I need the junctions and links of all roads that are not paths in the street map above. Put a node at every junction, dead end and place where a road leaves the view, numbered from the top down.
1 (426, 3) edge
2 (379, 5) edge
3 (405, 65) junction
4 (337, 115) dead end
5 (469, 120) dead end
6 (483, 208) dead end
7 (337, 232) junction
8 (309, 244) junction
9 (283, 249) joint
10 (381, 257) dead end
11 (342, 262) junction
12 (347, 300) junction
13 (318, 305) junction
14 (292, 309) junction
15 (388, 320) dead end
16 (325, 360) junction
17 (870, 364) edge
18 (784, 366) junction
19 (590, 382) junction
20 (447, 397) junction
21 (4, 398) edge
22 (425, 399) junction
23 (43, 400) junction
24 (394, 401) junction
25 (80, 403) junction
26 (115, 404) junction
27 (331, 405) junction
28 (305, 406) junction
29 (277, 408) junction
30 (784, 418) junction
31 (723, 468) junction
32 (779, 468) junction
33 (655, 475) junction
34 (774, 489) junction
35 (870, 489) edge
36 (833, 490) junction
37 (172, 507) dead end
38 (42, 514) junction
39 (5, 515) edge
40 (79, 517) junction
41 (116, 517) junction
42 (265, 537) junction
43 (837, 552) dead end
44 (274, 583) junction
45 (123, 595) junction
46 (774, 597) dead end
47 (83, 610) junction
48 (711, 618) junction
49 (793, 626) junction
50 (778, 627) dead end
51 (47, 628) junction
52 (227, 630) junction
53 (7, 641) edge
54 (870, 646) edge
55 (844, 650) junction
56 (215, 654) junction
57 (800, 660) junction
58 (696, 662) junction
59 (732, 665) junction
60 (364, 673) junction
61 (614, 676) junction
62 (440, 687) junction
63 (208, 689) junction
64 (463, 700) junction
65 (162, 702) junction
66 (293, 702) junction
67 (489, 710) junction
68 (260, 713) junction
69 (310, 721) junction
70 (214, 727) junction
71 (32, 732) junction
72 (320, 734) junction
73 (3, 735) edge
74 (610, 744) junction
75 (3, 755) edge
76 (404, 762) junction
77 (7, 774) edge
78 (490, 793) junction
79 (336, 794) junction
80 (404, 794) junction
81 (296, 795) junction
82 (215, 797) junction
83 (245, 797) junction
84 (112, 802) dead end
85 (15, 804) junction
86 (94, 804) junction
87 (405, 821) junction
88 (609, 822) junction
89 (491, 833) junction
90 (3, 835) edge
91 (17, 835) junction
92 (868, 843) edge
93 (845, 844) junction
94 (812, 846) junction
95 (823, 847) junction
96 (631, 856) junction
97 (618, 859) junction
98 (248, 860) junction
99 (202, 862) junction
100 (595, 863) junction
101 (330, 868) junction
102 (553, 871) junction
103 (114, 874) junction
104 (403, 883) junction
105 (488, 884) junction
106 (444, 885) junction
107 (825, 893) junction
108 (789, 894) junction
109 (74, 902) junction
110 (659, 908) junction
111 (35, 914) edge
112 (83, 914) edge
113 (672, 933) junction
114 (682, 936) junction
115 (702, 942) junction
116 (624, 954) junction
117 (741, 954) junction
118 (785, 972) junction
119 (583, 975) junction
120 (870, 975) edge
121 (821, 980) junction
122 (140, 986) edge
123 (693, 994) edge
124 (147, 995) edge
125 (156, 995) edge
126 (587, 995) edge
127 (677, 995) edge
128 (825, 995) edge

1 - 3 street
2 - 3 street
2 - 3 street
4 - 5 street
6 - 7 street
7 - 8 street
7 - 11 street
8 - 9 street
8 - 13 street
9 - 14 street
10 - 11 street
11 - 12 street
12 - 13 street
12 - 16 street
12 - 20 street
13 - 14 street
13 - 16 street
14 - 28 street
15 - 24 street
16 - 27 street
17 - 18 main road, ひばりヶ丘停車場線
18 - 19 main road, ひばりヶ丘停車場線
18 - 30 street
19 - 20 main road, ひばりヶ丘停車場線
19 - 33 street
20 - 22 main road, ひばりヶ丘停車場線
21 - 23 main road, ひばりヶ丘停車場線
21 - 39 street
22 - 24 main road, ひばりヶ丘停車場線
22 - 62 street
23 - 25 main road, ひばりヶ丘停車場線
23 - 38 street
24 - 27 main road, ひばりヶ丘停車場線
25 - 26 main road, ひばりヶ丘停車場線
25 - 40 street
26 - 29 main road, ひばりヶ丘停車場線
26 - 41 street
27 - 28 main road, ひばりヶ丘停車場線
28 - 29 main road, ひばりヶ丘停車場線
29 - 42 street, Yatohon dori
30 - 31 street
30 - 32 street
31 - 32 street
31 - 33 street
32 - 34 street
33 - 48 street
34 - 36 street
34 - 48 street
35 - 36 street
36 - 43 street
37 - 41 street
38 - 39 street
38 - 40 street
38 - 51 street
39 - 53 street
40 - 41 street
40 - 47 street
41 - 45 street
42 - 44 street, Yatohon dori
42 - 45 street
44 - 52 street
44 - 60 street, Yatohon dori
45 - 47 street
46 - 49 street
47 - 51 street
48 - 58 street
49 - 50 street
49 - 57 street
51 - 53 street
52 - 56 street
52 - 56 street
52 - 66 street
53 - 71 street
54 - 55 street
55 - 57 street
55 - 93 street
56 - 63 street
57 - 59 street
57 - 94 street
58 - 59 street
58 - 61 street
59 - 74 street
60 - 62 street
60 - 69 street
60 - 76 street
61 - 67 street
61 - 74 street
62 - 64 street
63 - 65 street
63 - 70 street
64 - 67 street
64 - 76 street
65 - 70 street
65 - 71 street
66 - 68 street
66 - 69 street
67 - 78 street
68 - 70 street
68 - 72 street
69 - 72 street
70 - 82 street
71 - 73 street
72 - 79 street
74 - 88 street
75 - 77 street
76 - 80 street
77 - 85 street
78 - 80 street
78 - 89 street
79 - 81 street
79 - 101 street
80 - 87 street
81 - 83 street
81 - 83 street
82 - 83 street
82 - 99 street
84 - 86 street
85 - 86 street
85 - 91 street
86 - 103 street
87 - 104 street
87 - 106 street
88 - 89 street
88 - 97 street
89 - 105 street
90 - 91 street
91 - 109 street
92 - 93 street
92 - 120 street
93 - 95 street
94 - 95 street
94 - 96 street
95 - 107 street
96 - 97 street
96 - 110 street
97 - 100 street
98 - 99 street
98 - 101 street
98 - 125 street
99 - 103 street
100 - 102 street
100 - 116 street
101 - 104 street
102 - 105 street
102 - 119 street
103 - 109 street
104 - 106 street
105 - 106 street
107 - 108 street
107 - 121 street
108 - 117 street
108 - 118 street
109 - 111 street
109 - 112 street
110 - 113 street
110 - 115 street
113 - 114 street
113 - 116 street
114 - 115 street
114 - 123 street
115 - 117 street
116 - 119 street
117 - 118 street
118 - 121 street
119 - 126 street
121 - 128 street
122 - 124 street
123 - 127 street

**Exercise requirements**:
Output the entire listing above without leaving out or altering anything.

**Exercise solution**:
I need the junctions and links of all roads that are not paths in the street map above. Put a node at every junction, dead end and place where a road leaves the view, numbered from the top down.
1 (426, 3) edge
2 (379, 5) edge
3 (405, 65) junction
4 (337, 115) dead end
5 (469, 120) dead end
6 (483, 208) dead end
7 (337, 232) junction
8 (309, 244) junction
9 (283, 249) joint
10 (381, 257) dead end
11 (342, 262) junction
12 (347, 300) junction
13 (318, 305) junction
14 (292, 309) junction
15 (388, 320) dead end
16 (325, 360) junction
17 (870, 364) edge
18 (784, 366) junction
19 (590, 382) junction
20 (447, 397) junction
21 (4, 398) edge
22 (425, 399) junction
23 (43, 400) junction
24 (394, 401) junction
25 (80, 403) junction
26 (115, 404) junction
27 (331, 405) junction
28 (305, 406) junction
29 (277, 408) junction
30 (784, 418) junction
31 (723, 468) junction
32 (779, 468) junction
33 (655, 475) junction
34 (774, 489) junction
35 (870, 489) edge
36 (833, 490) junction
37 (172, 507) dead end
38 (42, 514) junction
39 (5, 515) edge
40 (79, 517) junction
41 (116, 517) junction
42 (265, 537) junction
43 (837, 552) dead end
44 (274, 583) junction
45 (123, 595) junction
46 (774, 597) dead end
47 (83, 610) junction
48 (711, 618) junction
49 (793, 626) junction
50 (778, 627) dead end
51 (47, 628) junction
52 (227, 630) junction
53 (7, 641) edge
54 (870, 646) edge
55 (844, 650) junction
56 (215, 654) junction
57 (800, 660) junction
58 (696, 662) junction
59 (732, 665) junction
60 (364, 673) junction
61 (614, 676) junction
62 (440, 687) junction
63 (208, 689) junction
64 (463, 700) junction
65 (162, 702) junction
66 (293, 702) junction
67 (489, 710) junction
68 (260, 713) junction
69 (310, 721) junction
70 (214, 727) junction
71 (32, 732) junction
72 (320, 734) junction
73 (3, 735) edge
74 (610, 744) junction
75 (3, 755) edge
76 (404, 762) junction
77 (7, 774) edge
78 (490, 793) junction
79 (336, 794) junction
80 (404, 794) junction
81 (296, 795) junction
82 (215, 797) junction
83 (245, 797) junction
84 (112, 802) dead end
85 (15, 804) junction
86 (94, 804) junction
87 (405, 821) junction
88 (609, 822) junction
89 (491, 833) junction
90 (3, 835) edge
91 (17, 835) junction
92 (868, 843) edge
93 (845, 844) junction
94 (812, 846) junction
95 (823, 847) junction
96 (631, 856) junction
97 (618, 859) junction
98 (248, 860) junction
99 (202, 862) junction
100 (595, 863) junction
101 (330, 868) junction
102 (553, 871) junction
103 (114, 874) junction
104 (403, 883) junction
105 (488, 884) junction
106 (444, 885) junction
107 (825, 893) junction
108 (789, 894) junction
109 (74, 902) junction
110 (659, 908) junction
111 (35, 914) edge
112 (83, 914) edge
113 (672, 933) junction
114 (682, 936) junction
115 (702, 942) junction
116 (624, 954) junction
117 (741, 954) junction
118 (785, 972) junction
119 (583, 975) junction
120 (870, 975) edge
121 (821, 980) junction
122 (140, 986) edge
123 (693, 994) edge
124 (147, 995) edge
125 (156, 995) edge
126 (587, 995) edge
127 (677, 995) edge
128 (825, 995) edge

1 - 3 street
2 - 3 street
2 - 3 street
4 - 5 street
6 - 7 street
7 - 8 street
7 - 11 street
8 - 9 street
8 - 13 street
9 - 14 street
10 - 11 street
11 - 12 street
12 - 13 street
12 - 16 street
12 - 20 street
13 - 14 street
13 - 16 street
14 - 28 street
15 - 24 street
16 - 27 street
17 - 18 main road, ひばりヶ丘停車場線
18 - 19 main road, ひばりヶ丘停車場線
18 - 30 street
19 - 20 main road, ひばりヶ丘停車場線
19 - 33 street
20 - 22 main road, ひばりヶ丘停車場線
21 - 23 main road, ひばりヶ丘停車場線
21 - 39 street
22 - 24 main road, ひばりヶ丘停車場線
22 - 62 street
23 - 25 main road, ひばりヶ丘停車場線
23 - 38 street
24 - 27 main road, ひばりヶ丘停車場線
25 - 26 main road, ひばりヶ丘停車場線
25 - 40 street
26 - 29 main road, ひばりヶ丘停車場線
26 - 41 street
27 - 28 main road, ひばりヶ丘停車場線
28 - 29 main road, ひばりヶ丘停車場線
29 - 42 street, Yatohon dori
30 - 31 street
30 - 32 street
31 - 32 street
31 - 33 street
32 - 34 street
33 - 48 street
34 - 36 street
34 - 48 street
35 - 36 street
36 - 43 street
37 - 41 street
38 - 39 street
38 - 40 street
38 - 51 street
39 - 53 street
40 - 41 street
40 - 47 street
41 - 45 street
42 - 44 street, Yatohon dori
42 - 45 street
44 - 52 street
44 - 60 street, Yatohon dori
45 - 47 street
46 - 49 street
47 - 51 street
48 - 58 street
49 - 50 street
49 - 57 street
51 - 53 street
52 - 56 street
52 - 56 street
52 - 66 street
53 - 71 street
54 - 55 street
55 - 57 street
55 - 93 street
56 - 63 street
57 - 59 street
57 - 94 street
58 - 59 street
58 - 61 street
59 - 74 street
60 - 62 street
60 - 69 street
60 - 76 street
61 - 67 street
61 - 74 street
62 - 64 street
63 - 65 street
63 - 70 street
64 - 67 street
64 - 76 street
65 - 70 street
65 - 71 street
66 - 68 street
66 - 69 street
67 - 78 street
68 - 70 street
68 - 72 street
69 - 72 street
70 - 82 street
71 - 73 street
72 - 79 street
74 - 88 street
75 - 77 street
76 - 80 street
77 - 85 street
78 - 80 street
78 - 89 street
79 - 81 street
79 - 101 street
80 - 87 street
81 - 83 street
81 - 83 street
82 - 83 street
82 - 99 street
84 - 86 street
85 - 86 street
85 - 91 street
86 - 103 street
87 - 104 street
87 - 106 street
88 - 89 street
88 - 97 street
89 - 105 street
90 - 91 street
91 - 109 street
92 - 93 street
92 - 120 street
93 - 95 street
94 - 95 street
94 - 96 street
95 - 107 street
96 - 97 street
96 - 110 street
97 - 100 street
98 - 99 street
98 - 101 street
98 - 125 street
99 - 103 street
100 - 102 street
100 - 116 street
101 - 104 street
102 - 105 street
102 - 119 street
103 - 109 street
104 - 106 street
105 - 106 street
107 - 108 street
107 - 121 street
108 - 117 street
108 - 118 street
109 - 111 street
109 - 112 street
110 - 113 street
110 - 115 street
113 - 114 street
113 - 116 street
114 - 115 street
114 - 123 street
115 - 117 street
116 - 119 street
117 - 118 street
118 - 121 street
119 - 126 street
121 - 128 street
122 - 124 street
123 - 127 street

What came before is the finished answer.